▼

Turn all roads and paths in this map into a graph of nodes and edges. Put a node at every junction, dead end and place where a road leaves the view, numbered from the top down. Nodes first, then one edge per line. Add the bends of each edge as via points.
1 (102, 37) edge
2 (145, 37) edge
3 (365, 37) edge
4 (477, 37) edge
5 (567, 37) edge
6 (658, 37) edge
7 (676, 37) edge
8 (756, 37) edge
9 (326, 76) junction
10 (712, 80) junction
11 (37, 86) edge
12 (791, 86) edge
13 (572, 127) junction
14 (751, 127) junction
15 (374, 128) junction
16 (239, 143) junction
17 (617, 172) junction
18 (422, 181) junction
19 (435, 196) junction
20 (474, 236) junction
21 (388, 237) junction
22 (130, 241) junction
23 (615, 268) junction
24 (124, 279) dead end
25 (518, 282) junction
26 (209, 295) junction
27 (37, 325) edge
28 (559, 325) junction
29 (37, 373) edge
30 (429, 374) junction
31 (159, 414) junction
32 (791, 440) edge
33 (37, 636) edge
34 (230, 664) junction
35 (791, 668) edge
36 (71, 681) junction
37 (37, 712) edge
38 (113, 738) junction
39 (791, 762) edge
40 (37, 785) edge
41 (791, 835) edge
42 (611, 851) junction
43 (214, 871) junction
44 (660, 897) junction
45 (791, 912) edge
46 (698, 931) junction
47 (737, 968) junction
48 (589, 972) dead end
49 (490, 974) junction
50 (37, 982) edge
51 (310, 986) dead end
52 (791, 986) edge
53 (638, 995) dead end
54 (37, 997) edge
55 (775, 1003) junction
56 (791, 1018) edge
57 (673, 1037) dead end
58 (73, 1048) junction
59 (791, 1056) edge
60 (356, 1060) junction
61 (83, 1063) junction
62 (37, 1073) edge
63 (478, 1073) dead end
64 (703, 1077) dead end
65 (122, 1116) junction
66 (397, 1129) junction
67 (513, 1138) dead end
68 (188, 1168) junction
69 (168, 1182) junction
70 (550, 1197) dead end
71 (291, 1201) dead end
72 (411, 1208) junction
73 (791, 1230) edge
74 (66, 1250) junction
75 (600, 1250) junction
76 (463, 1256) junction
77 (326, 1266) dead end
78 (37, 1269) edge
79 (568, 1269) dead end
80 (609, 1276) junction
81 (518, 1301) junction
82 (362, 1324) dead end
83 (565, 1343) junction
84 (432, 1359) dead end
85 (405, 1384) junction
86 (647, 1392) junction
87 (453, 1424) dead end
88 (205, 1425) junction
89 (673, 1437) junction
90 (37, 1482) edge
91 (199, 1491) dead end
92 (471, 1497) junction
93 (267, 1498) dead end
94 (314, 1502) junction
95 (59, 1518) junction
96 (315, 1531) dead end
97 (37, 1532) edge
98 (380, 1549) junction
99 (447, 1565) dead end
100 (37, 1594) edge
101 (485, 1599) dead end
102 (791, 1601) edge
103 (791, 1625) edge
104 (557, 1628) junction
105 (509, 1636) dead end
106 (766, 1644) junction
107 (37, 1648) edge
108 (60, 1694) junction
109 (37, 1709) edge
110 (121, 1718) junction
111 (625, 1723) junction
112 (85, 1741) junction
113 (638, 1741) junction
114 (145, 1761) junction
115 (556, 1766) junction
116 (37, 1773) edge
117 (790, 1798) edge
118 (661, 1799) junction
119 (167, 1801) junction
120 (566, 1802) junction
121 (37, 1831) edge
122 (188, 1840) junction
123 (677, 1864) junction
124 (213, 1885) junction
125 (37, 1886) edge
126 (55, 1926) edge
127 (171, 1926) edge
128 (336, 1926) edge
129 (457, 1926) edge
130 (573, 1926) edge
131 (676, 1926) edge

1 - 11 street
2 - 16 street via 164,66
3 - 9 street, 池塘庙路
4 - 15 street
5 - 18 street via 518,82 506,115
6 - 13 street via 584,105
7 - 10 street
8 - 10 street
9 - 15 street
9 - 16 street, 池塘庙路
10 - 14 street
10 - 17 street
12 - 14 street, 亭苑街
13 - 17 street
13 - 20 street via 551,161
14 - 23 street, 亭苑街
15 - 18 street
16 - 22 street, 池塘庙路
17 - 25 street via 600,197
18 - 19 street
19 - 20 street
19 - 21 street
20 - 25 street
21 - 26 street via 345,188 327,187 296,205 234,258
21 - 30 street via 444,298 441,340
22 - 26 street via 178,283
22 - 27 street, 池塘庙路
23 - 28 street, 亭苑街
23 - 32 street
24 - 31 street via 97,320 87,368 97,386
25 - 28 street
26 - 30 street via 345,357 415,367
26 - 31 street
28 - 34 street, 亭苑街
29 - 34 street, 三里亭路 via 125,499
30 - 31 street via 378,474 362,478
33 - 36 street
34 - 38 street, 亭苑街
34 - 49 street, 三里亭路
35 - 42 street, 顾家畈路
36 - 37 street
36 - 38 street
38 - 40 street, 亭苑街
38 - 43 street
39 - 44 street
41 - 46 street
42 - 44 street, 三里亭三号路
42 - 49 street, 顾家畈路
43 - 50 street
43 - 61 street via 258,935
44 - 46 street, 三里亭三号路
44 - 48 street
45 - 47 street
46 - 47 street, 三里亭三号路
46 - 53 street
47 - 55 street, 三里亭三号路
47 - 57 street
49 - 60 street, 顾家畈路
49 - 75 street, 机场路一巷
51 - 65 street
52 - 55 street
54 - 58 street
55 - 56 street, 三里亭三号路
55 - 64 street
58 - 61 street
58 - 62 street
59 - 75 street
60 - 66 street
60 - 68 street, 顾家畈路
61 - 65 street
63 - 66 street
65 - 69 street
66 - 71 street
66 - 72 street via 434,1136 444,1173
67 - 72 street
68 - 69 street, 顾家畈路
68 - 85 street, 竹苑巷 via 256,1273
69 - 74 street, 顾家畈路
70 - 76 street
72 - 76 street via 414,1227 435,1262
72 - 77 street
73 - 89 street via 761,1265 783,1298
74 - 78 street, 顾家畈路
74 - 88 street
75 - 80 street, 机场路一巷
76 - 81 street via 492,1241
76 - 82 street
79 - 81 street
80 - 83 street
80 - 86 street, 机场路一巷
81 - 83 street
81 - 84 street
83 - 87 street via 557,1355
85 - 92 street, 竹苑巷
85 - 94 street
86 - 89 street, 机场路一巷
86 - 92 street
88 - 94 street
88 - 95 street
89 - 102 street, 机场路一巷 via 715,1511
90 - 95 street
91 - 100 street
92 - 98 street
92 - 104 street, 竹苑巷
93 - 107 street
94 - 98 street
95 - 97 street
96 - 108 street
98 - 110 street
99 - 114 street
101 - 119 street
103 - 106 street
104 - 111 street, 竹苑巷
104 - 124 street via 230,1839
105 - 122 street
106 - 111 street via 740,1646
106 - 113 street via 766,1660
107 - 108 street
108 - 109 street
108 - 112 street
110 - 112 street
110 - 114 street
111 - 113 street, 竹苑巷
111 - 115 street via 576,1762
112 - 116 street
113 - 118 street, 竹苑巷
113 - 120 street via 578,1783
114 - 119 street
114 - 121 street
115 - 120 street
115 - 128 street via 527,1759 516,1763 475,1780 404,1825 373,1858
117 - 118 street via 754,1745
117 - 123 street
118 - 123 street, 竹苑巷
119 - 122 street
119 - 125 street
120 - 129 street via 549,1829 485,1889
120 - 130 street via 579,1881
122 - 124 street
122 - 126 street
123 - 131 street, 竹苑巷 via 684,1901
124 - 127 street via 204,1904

▲

Exercise objective
Would you give the number of lines in this listing that include "池塘庙路"? Only the number, please.

Expected answer
4